• **Your instructions**
Which lines of the listing hold the string "view"? Show each of them.

• **Input**
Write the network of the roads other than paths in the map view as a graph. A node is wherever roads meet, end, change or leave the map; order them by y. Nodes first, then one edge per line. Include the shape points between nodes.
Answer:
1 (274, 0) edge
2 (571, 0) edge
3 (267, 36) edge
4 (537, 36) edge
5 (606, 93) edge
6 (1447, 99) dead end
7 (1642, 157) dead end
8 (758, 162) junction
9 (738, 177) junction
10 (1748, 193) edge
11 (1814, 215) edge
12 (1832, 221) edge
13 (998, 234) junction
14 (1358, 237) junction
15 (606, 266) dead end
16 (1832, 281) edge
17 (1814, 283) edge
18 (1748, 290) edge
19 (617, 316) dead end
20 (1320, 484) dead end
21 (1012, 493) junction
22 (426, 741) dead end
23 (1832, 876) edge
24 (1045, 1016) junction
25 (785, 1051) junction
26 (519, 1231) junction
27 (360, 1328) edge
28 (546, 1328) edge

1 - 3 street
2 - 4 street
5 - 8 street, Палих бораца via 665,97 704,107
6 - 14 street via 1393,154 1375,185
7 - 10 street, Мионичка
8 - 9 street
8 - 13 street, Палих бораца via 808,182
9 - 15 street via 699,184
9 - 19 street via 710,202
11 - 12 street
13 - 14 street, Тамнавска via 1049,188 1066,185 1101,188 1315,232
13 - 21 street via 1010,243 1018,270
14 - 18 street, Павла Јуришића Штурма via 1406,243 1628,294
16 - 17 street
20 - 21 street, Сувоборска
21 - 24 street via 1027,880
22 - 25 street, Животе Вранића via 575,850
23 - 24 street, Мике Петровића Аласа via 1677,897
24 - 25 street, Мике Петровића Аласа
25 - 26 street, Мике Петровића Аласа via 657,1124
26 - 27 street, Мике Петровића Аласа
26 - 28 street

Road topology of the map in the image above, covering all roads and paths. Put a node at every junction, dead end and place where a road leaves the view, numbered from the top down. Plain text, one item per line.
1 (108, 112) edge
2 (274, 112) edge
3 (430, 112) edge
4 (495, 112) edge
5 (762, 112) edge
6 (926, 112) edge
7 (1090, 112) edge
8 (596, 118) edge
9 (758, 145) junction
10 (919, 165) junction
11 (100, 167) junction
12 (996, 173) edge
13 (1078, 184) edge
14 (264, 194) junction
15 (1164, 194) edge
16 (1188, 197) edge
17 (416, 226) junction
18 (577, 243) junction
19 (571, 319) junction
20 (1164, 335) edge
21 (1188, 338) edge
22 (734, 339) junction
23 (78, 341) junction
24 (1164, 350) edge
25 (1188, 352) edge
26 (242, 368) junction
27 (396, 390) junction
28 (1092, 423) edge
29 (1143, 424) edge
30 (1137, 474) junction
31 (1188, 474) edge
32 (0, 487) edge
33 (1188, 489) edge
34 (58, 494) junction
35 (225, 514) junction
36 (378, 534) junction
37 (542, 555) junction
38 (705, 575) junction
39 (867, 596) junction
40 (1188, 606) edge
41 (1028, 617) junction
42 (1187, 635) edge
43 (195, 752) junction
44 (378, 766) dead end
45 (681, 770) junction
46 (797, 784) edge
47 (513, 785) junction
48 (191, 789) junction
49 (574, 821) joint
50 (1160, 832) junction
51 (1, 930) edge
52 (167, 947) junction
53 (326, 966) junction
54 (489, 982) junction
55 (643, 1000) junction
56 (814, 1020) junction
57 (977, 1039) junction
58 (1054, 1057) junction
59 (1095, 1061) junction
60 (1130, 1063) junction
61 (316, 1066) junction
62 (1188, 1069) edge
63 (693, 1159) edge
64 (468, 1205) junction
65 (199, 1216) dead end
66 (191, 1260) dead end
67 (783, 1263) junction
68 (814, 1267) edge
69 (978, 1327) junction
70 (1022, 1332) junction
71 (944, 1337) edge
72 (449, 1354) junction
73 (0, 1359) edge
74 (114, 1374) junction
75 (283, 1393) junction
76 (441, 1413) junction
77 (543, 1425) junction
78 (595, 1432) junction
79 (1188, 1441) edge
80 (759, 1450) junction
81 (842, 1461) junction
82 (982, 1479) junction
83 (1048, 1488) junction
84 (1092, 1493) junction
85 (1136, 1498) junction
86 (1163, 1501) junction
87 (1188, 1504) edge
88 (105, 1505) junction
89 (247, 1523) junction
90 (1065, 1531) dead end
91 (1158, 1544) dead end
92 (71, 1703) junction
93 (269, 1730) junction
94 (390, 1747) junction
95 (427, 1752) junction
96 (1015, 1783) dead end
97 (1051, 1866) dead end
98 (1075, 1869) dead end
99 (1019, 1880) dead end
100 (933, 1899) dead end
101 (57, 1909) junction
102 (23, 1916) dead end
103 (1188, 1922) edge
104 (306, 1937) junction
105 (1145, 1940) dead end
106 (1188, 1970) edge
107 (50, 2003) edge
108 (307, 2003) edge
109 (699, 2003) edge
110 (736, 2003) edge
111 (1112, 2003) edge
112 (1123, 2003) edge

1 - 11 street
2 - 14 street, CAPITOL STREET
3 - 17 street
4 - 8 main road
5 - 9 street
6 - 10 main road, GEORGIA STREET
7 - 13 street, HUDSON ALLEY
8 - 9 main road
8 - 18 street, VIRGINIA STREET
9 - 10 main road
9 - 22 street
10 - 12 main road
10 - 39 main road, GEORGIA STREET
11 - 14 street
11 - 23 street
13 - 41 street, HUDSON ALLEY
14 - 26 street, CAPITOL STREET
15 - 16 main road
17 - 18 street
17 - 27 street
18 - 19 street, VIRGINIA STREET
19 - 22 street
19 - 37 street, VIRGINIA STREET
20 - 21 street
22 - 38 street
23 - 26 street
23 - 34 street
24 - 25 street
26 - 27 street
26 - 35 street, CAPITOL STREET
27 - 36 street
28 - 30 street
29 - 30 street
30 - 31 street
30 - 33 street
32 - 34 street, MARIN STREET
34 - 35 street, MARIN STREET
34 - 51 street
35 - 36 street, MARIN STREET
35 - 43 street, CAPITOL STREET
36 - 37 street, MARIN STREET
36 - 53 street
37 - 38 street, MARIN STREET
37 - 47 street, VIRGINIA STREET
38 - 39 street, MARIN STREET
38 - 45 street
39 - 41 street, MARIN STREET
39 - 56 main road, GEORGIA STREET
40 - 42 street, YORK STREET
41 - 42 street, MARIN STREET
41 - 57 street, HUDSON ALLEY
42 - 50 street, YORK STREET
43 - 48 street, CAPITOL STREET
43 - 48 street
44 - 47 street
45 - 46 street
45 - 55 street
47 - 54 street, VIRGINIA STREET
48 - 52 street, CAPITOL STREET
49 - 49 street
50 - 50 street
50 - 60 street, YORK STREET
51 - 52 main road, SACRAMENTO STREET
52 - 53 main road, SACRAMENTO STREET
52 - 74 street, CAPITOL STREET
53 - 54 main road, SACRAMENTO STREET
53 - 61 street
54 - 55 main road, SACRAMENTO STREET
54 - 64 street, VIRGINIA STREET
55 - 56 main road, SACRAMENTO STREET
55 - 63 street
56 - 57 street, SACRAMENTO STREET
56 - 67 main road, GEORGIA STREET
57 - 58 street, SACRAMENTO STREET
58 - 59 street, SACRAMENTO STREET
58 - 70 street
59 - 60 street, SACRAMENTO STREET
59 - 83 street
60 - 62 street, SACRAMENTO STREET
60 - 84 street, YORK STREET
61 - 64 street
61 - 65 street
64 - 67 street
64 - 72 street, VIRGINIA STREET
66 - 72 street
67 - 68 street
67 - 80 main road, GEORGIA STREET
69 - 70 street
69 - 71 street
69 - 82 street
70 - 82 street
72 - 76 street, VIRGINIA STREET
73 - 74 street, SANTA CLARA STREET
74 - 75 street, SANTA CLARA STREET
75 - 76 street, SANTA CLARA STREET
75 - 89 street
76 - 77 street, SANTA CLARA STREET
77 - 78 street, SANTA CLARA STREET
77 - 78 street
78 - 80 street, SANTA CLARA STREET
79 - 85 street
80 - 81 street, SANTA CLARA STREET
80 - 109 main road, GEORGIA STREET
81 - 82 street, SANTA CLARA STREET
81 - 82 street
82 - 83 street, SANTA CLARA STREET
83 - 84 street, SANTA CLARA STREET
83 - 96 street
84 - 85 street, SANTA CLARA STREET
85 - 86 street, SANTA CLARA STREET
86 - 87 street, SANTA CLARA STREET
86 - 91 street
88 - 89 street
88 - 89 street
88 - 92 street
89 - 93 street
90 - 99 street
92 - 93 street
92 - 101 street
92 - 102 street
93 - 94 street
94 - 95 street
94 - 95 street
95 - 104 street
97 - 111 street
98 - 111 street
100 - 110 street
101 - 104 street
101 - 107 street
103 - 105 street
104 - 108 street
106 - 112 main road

• **Result**
Write the network of the roads other than paths in the map view as a graph. A node is wherever roads meet, end, change or leave the map; order them by y. Nodes first, then one edge per line. Include the shape points between nodes.
Road topology of the map in the image above, covering all roads and paths. Put a node at every junction, dead end and place where a road leaves the view, numbered from the top down. Plain text, one item per line.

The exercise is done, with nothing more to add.